The task:
Go through the data line by line and count the lines that hold "Drive". Reply with the total only.

(Stored records)

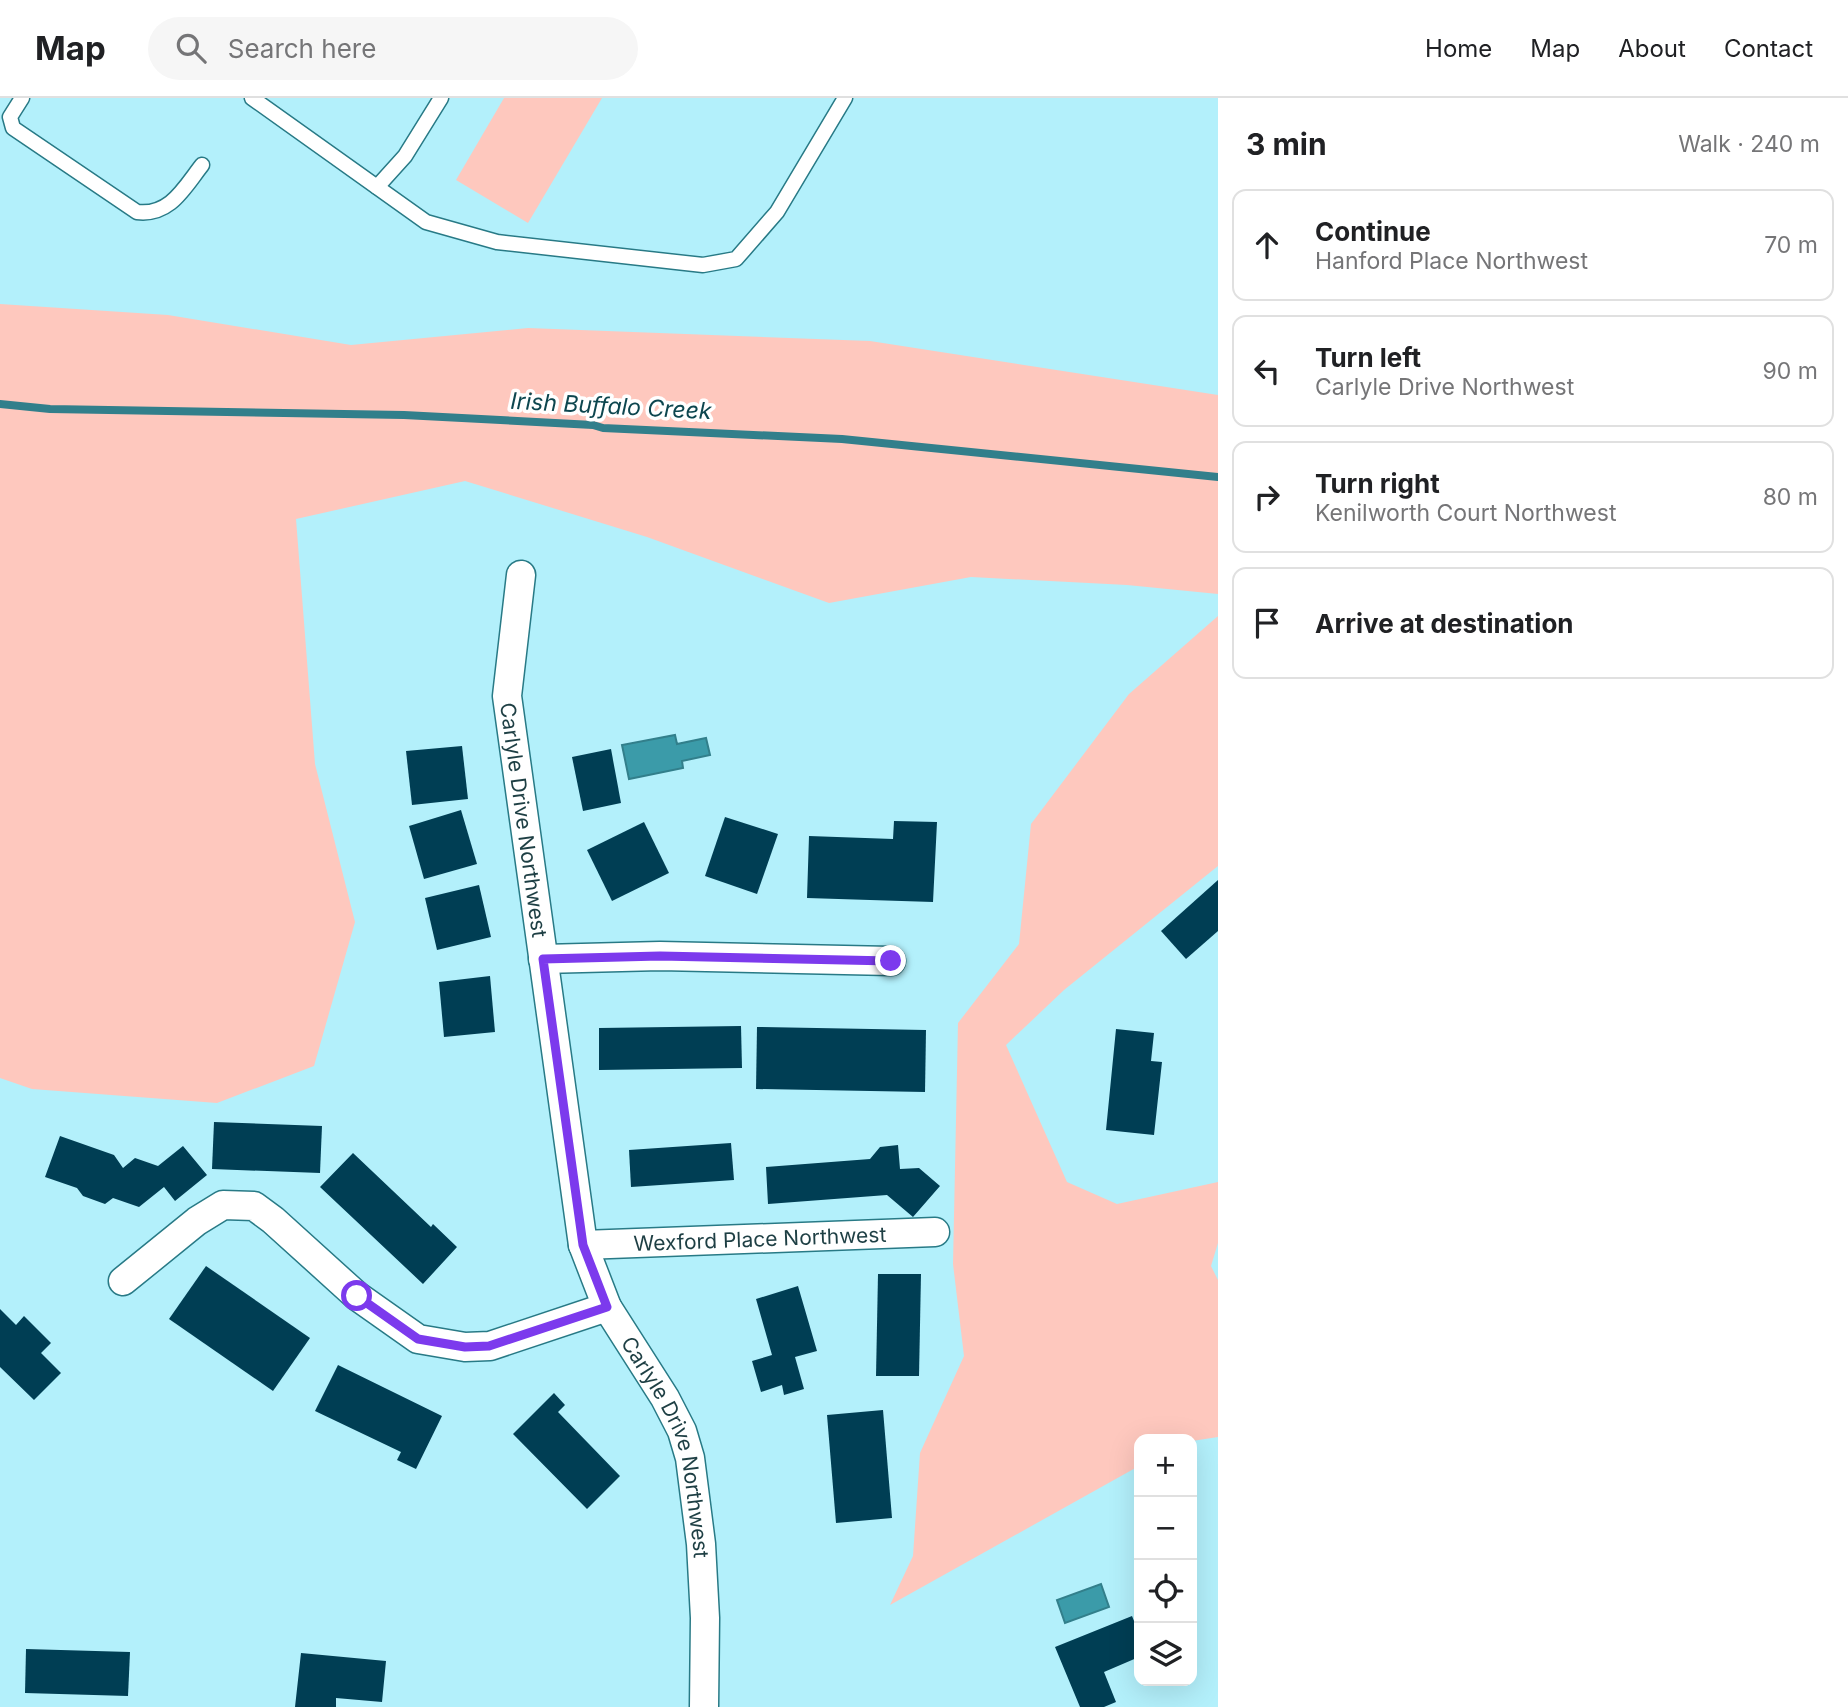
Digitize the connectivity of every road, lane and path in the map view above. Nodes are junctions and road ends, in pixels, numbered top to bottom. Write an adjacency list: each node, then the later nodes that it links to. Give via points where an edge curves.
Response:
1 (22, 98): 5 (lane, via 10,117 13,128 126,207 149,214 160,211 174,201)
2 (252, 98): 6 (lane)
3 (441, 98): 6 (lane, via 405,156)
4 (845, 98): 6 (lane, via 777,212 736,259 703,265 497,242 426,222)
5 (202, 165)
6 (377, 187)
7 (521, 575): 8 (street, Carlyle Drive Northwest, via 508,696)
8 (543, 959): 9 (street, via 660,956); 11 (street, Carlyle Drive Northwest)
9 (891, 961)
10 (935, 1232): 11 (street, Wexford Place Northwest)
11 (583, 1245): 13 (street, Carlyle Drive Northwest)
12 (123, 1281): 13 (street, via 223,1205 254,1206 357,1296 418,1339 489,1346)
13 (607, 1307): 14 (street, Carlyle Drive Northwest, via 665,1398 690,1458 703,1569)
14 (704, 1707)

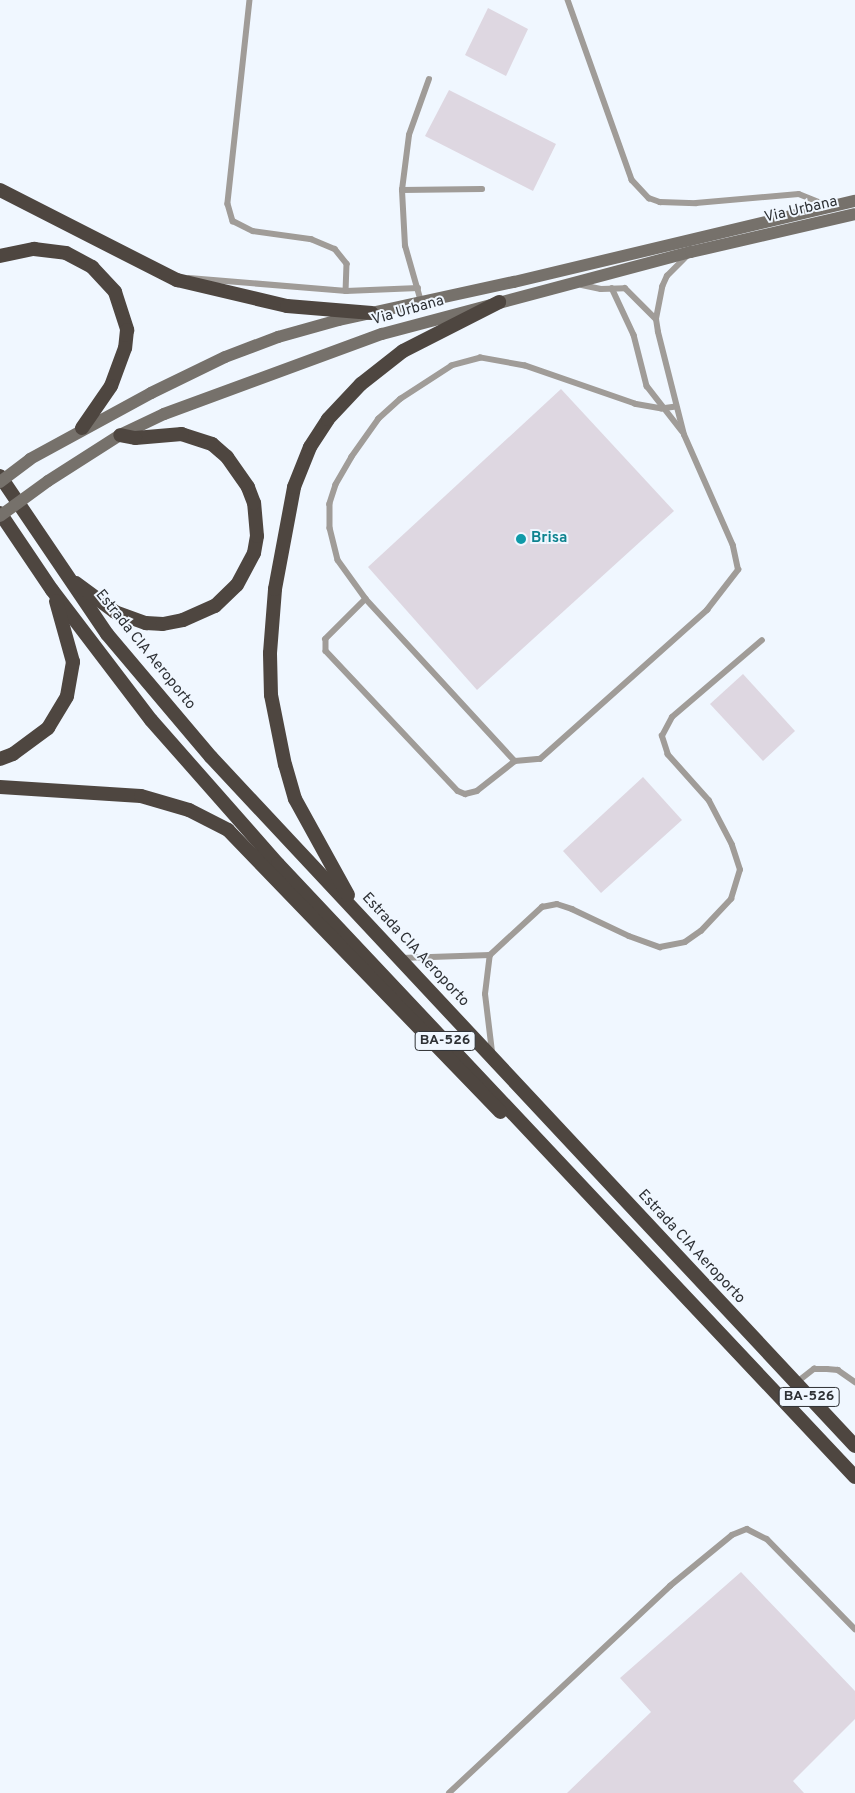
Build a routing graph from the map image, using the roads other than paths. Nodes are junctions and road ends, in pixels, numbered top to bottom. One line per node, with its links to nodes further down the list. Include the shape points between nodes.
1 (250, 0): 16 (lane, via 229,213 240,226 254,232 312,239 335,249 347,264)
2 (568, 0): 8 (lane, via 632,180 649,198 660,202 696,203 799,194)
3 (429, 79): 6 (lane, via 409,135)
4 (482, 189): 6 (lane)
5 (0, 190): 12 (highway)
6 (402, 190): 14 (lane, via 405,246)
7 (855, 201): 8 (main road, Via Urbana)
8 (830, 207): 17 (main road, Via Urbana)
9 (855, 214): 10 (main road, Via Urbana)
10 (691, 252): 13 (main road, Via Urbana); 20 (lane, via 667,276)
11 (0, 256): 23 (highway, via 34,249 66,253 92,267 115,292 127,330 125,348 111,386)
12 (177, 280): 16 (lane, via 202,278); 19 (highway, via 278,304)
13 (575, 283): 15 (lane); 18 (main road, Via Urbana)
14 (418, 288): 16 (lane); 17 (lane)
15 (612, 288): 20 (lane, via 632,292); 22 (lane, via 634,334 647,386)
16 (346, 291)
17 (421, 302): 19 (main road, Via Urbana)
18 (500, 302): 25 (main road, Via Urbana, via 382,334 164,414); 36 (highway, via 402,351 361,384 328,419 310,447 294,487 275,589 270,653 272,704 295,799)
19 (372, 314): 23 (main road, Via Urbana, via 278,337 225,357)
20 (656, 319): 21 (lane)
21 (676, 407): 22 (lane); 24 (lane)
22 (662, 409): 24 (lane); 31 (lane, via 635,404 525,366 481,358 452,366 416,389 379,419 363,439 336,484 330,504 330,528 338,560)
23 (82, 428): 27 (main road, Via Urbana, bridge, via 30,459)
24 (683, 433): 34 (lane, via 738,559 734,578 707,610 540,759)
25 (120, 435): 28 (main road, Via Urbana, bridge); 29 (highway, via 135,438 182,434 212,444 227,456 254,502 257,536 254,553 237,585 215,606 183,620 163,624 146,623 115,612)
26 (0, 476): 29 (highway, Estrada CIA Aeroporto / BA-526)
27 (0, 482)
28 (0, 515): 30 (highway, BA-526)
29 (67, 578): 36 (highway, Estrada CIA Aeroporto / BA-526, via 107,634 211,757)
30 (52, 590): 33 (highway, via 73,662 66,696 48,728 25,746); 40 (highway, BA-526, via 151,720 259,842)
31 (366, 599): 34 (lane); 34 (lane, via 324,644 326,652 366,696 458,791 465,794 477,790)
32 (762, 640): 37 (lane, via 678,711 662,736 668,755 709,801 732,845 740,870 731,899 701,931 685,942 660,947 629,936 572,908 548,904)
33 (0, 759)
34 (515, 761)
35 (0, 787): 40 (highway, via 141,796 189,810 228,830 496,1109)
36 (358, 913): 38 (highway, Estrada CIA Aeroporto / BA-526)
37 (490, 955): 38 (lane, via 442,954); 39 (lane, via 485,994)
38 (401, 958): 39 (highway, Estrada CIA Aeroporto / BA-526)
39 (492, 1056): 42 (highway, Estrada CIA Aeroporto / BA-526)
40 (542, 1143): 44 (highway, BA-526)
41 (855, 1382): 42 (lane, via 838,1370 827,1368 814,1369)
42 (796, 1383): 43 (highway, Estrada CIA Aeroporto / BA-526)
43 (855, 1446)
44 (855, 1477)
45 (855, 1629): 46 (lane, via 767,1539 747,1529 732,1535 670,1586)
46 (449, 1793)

Solution:
4